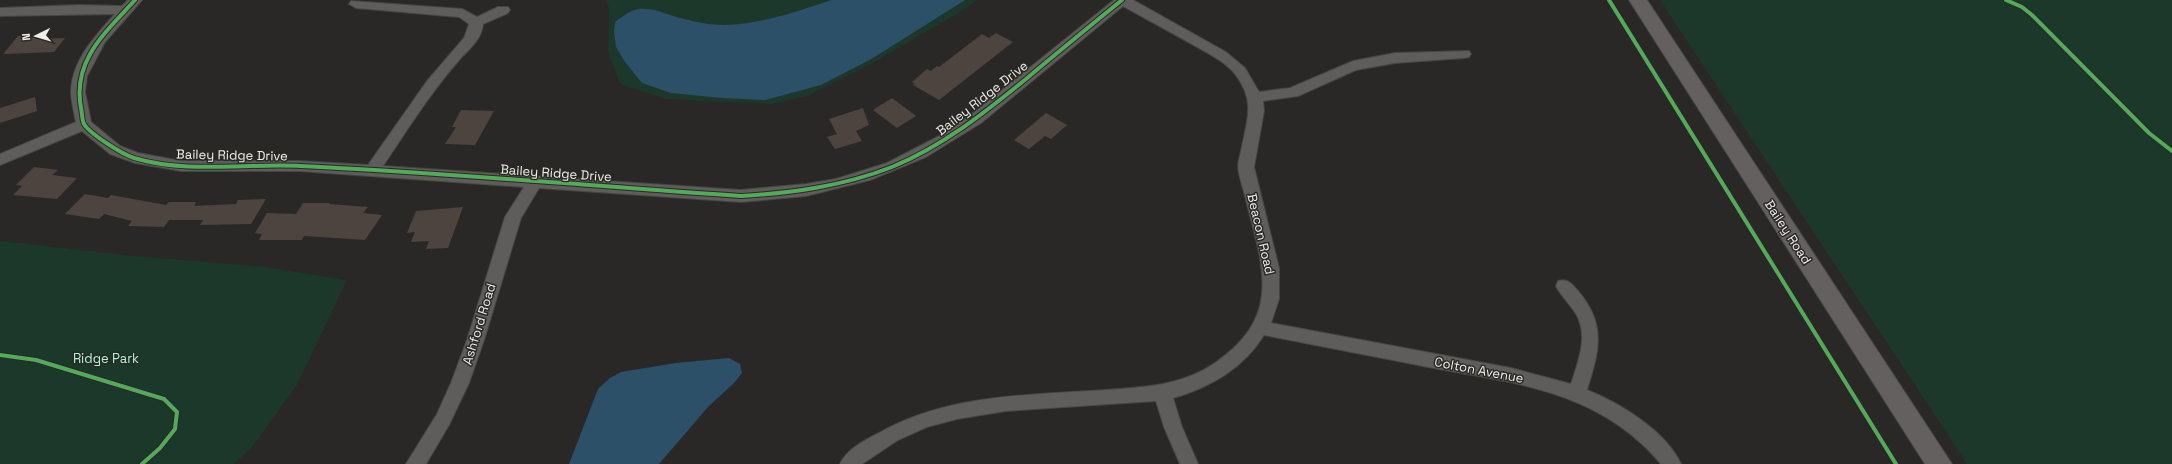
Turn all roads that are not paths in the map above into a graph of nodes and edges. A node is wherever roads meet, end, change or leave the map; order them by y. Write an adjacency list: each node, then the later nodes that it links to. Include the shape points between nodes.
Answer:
1 (1122, 0): 9 (street, Beacon Road, via 1231,61 1245,77); 13 (street, Bailey Ridge Drive, via 952,136 918,156 852,182 779,194 741,196)
2 (1638, 0): 22 (main road, Bailey Road)
3 (356, 4): 7 (street, via 462,13)
4 (130, 5): 6 (street); 10 (street, via 100,39 80,76 78,92)
5 (503, 10): 7 (street)
6 (0, 12)
7 (476, 22): 12 (street, via 476,28 468,41 423,94)
8 (1464, 54): 9 (street, via 1395,58 1353,66 1293,92)
9 (1256, 97): 15 (street, Beacon Road, via 1257,117 1246,167 1273,284)
10 (84, 124): 11 (street); 12 (street, Bailey Ridge Drive, via 115,150 135,158 181,166 299,166)
11 (0, 160)
12 (372, 171): 13 (street, Bailey Ridge Drive)
13 (535, 181): 18 (street, Ashford Road, via 508,230 467,364 450,404)
14 (1564, 286): 17 (street, via 1587,316 1592,330 1590,350)
15 (1262, 328): 16 (street, Beacon Road, via 1240,354 1218,372); 17 (street, Colton Avenue, via 1517,376)
16 (1162, 393): 19 (street, Beacon Road, via 975,408 943,414 884,439); 20 (street)
17 (1577, 394): 21 (street, Colton Avenue, via 1606,406 1632,423 1654,442)
18 (415, 464)
19 (849, 464)
20 (1189, 464)
21 (1672, 464)
22 (1939, 464)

### Exercise
Apart from the images, the entries above must be returned without alteration.

### Your solution
Turn all roads that are not paths in the map above into a graph of nodes and edges. A node is wherever roads meet, end, change or leave the map; order them by y. Write an adjacency list: each node, then the later nodes that it links to. Include the shape points between nodes.
Answer:
1 (1122, 0): 9 (street, Beacon Road, via 1231,61 1245,77); 13 (street, Bailey Ridge Drive, via 952,136 918,156 852,182 779,194 741,196)
2 (1638, 0): 22 (main road, Bailey Road)
3 (356, 4): 7 (street, via 462,13)
4 (130, 5): 6 (street); 10 (street, via 100,39 80,76 78,92)
5 (503, 10): 7 (street)
6 (0, 12)
7 (476, 22): 12 (street, via 476,28 468,41 423,94)
8 (1464, 54): 9 (street, via 1395,58 1353,66 1293,92)
9 (1256, 97): 15 (street, Beacon Road, via 1257,117 1246,167 1273,284)
10 (84, 124): 11 (street); 12 (street, Bailey Ridge Drive, via 115,150 135,158 181,166 299,166)
11 (0, 160)
12 (372, 171): 13 (street, Bailey Ridge Drive)
13 (535, 181): 18 (street, Ashford Road, via 508,230 467,364 450,404)
14 (1564, 286): 17 (street, via 1587,316 1592,330 1590,350)
15 (1262, 328): 16 (street, Beacon Road, via 1240,354 1218,372); 17 (street, Colton Avenue, via 1517,376)
16 (1162, 393): 19 (street, Beacon Road, via 975,408 943,414 884,439); 20 (street)
17 (1577, 394): 21 (street, Colton Avenue, via 1606,406 1632,423 1654,442)
18 (415, 464)
19 (849, 464)
20 (1189, 464)
21 (1672, 464)
22 (1939, 464)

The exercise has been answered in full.